Calculating number of CNOT gates in Pauli evolution gate

Question

How to calculate the number of CNOT gates for a Pauli exponentiation for given time?

I am performing Trotterization which involves performing Pauli evolution sequentially for all the terms in the Hamiltonian. I would like to benchmark this against other methods based on the number of CNOT gates it requires. Currently I have been doing the following:

• Using PauliEvolutionGate that would exponentiate the Pauli and give me the gate
• Use inbuilt transpiler with u3 and cx as the set of gates on the circuit
• Count the number of cx gates

The issue with this approach is that for Hamiltonians of about 28 qubits and 15,000 terms the transpilation is very slow and would take too long even when done for one repetition.

Is there a shorter way of calculating the number of CNOT gates required for PauliEvolutionGate of given time and Pauli string? Perhaps an analytical formula that looks at the number of non-trivial Pauli positions and calculates it directly

Answer 1

First of all, when you say inbuilt, inbuilt to what?

I assume you are talking about a particular compiler, like cirq or qiskit's (maybe you meant to ask this on Qiskit.SE?) The number of CNOT gates would very much depend on the architecture and the connectivity that you are compiling to, and the output you would get for a "high-level" circuit that you describe would only be a ball-park number, depending on the compiler you are using, it's implementation and the level of optimisation that you set.

Having said that, the way I approached a similar problem recently was to fix the underlying assumptions, like architecture and a cost metric for our optimisation and then write a script where I can describe low level building blocks of my circuits, and describe how they compose. Then use that script to simulate a larger circuit that I would need at the end. The idea is that if you just want gate counts, you don't need to store the entire circuit description; you just need to know what your elementary building blocks are, and how to compose resources they require.

Answer 2

Using @Aditya's answer and reference, I got an analytical upper bound on the cx count of exponentiation of a Pauli operator. Note that this method is for a circuit that has full connectivity, i.e. you can apply a two-qubit gate between any two qubits without SWAP gates. This is only an upper bound as a sequence of PauliEvolutionGate could have canceling cx gates.

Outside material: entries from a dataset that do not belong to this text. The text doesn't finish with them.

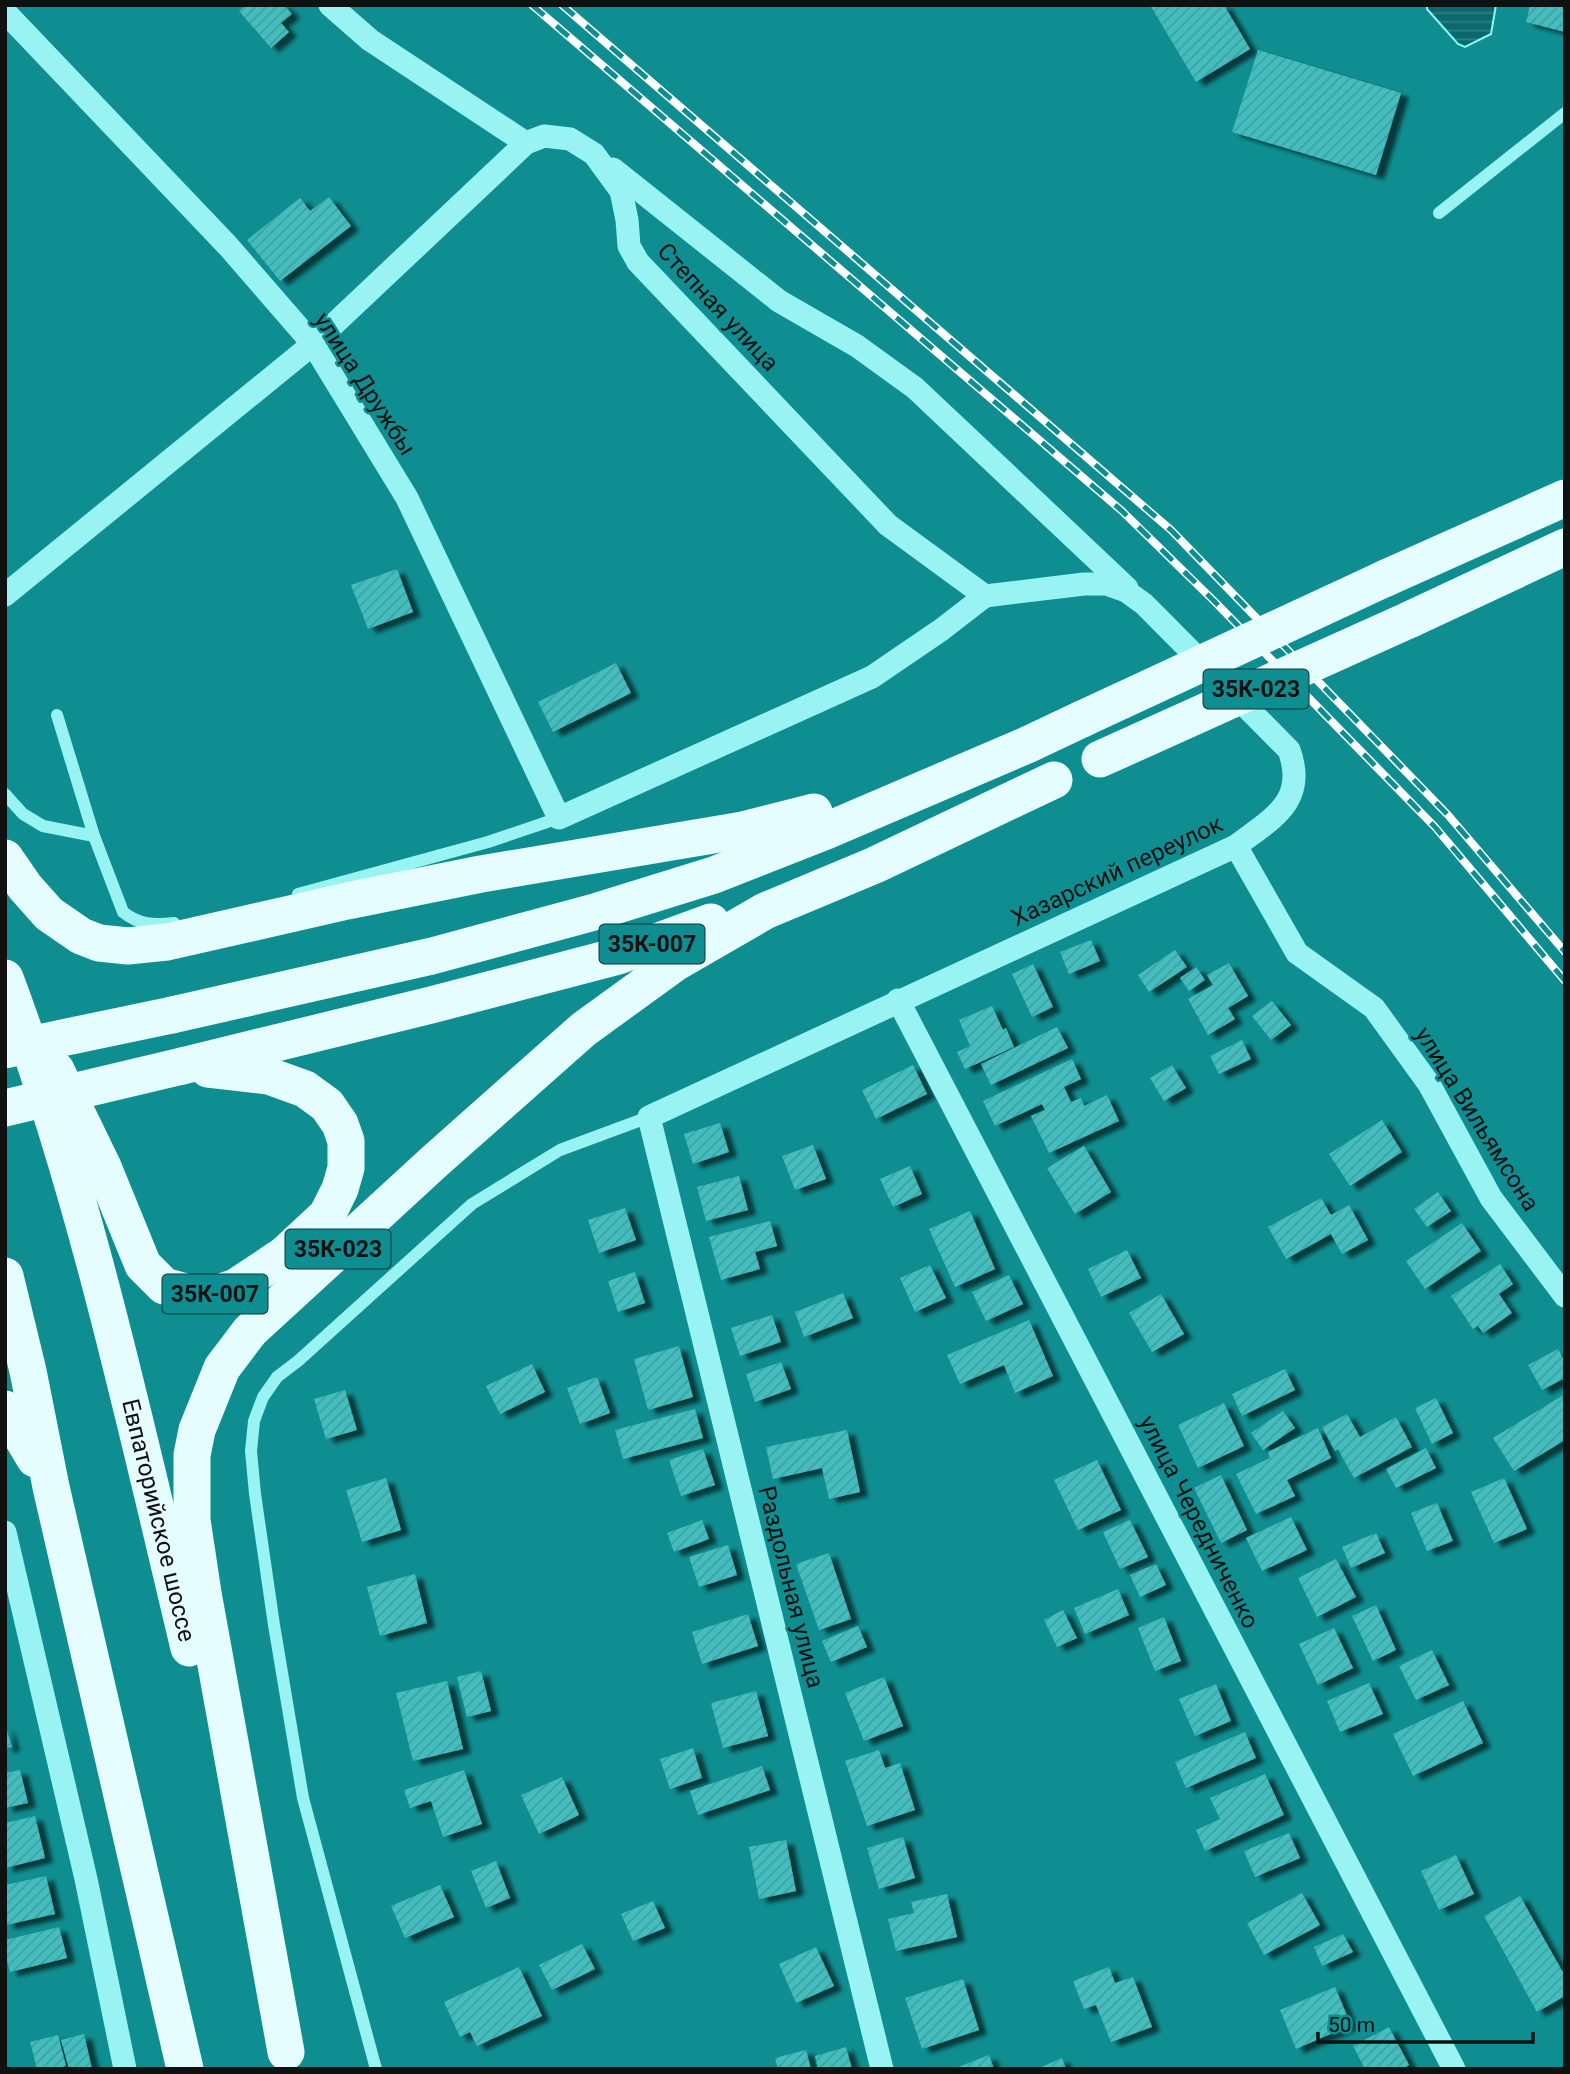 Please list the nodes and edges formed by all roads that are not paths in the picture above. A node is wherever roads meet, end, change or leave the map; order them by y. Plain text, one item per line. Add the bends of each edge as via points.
1 (330, 5) edge
2 (5, 12) edge
3 (1565, 113) edge
4 (526, 144) junction
5 (594, 154) junction
6 (1439, 213) dead end
7 (313, 344) junction
8 (1565, 498) edge
9 (1558, 551) edge
10 (5, 595) edge
11 (985, 596) junction
12 (1144, 604) junction
13 (57, 715) dead end
14 (1027, 745) junction
15 (1100, 760) joint
16 (1054, 779) junction
17 (5, 794) edge
18 (814, 813) junction
19 (559, 818) junction
20 (94, 836) junction
21 (1236, 846) junction
22 (5, 858) edge
23 (284, 897) dead end
24 (183, 922) dead end
25 (5, 966) edge
26 (5, 978) edge
27 (898, 1000) junction
28 (168, 1004) junction
29 (5, 1028) edge
30 (5, 1050) edge
31 (182, 1066) junction
32 (5, 1108) edge
33 (649, 1117) junction
34 (5, 1276) edge
35 (1565, 1296) edge
36 (5, 1409) edge
37 (51, 1487) junction
38 (5, 1532) edge
39 (287, 2060) edge
40 (125, 2069) edge
41 (185, 2069) edge
42 (376, 2069) edge
43 (882, 2069) edge
44 (1454, 2069) edge

1 - 4 street via 370,40
2 - 7 street, улица Дружбы via 228,246
3 - 6 lane
4 - 5 street, Степная улица via 544,136 570,139
4 - 7 street
5 - 11 street, Степная улица via 621,191 629,246 638,262 888,525
5 - 12 street via 779,301 857,346 915,388
7 - 10 street
7 - 19 street, улица Дружбы via 407,498
8 - 14 main road, 35К-023, bridge
9 - 15 main road, 35К-023, bridge
11 - 12 street, Хазарский переулок via 1106,584
11 - 19 street via 872,677
12 - 21 street, Хазарский переулок via 1289,750 1294,766 1290,798
13 - 20 lane
14 - 18 main road
14 - 28 main road, 35К-023 via 714,875 611,907 432,956
15 - 16 main road, 35К-007
16 - 31 main road, 35К-007 via 783,896 618,956
16 - 39 main road, 35К-023 via 765,911 675,963 584,1029 435,1161 250,1331 222,1368 192,1455 192,1520
17 - 20 lane via 23,814 43,826
18 - 22 main road via 128,946 81,936 49,914
18 - 28 main road via 591,888
19 - 23 lane
20 - 24 lane via 123,912 145,924
21 - 27 street, Хазарский переулок
21 - 35 street, улица Вильямсона via 1297,953 1374,1008 1430,1084 1491,1198
25 - 31 main road, 35К-007 via 103,1167 143,1265 164,1286 215,1294 236,1287 284,1255 327,1215 346,1168 346,1141 327,1105 305,1089 269,1076
26 - 39 main road, Евпаторийское шоссе via 35,1057 105,1298
27 - 33 street, Хазарский переулок
27 - 44 street, улица Чередниченко
28 - 29 main road
28 - 30 main road, 35К-023, bridge
31 - 32 main road, bridge
33 - 42 lane via 560,1150 472,1204 278,1377 262,1397 254,1421 251,1451 256,1494 303,1798
33 - 43 street, Раздольная улица
34 - 37 main road
36 - 37 main road
37 - 41 main road
38 - 40 street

By looking at the decomposition of the exponentiation of any general $n$-qubit Pauli operator, you can see that there is a cx gate between each of the qubit where a non-trivial operator is present and the last qubit with non-trivial operator. Here is the code I am using:

def cx_count(pauli: Pauli) -> int:
    """
    Counts the number of non-Identity operators in the multi-qubit Pauli
    operator and provide an upper bound for cx gate count
    """
    count = 0
    for p in pauli:
        if str(p) == "I":
            continue
        count += 1

    return 2 * (count - 1)

Example

For the Pauli operator XIXXIZI, there are 3 X and 1 Z operators. The decomposition will have 3 H gates at the beginning to transform X to Z. This will be followed by exponentiation of ZIZZIZI that will have cx gates to -2nd qubit from 0th, 2nd, and 3rd qubit. This sequence of cx and H will be reversed with a rz gate sandwiched in between.

q_0: ───────────────────────────────────────────────────
          ┌───┐┌───┐┌───┐┌─────────┐┌───┐┌───┐┌───┐     
q_1: ─────┤ X ├┤ X ├┤ X ├┤ Rz(200) ├┤ X ├┤ X ├┤ X ├─────
          └─┬─┘└─┬─┘└─┬─┘└─────────┘└─┬─┘└─┬─┘└─┬─┘     
q_2: ───────┼────┼────┼───────────────┼────┼────┼───────
     ┌───┐  │    │    │               │    │    │  ┌───┐
q_3: ┤ H ├──■────┼────┼───────────────┼────┼────■──┤ H ├
     ├───┤       │    │               │    │  ┌───┐└───┘
q_4: ┤ H ├───────■────┼───────────────┼────■──┤ H ├─────
     └───┘            │               │       └───┘     
q_5: ─────────────────┼───────────────┼─────────────────
     ┌───┐            │               │  ┌───┐          
q_6: ┤ H ├────────────■───────────────■──┤ H ├──────────
     └───┘                               └───┘          

Sidenote: It could also be decomposed as a chain of cx, refer to this answer, this matters when your connectivity isn't full.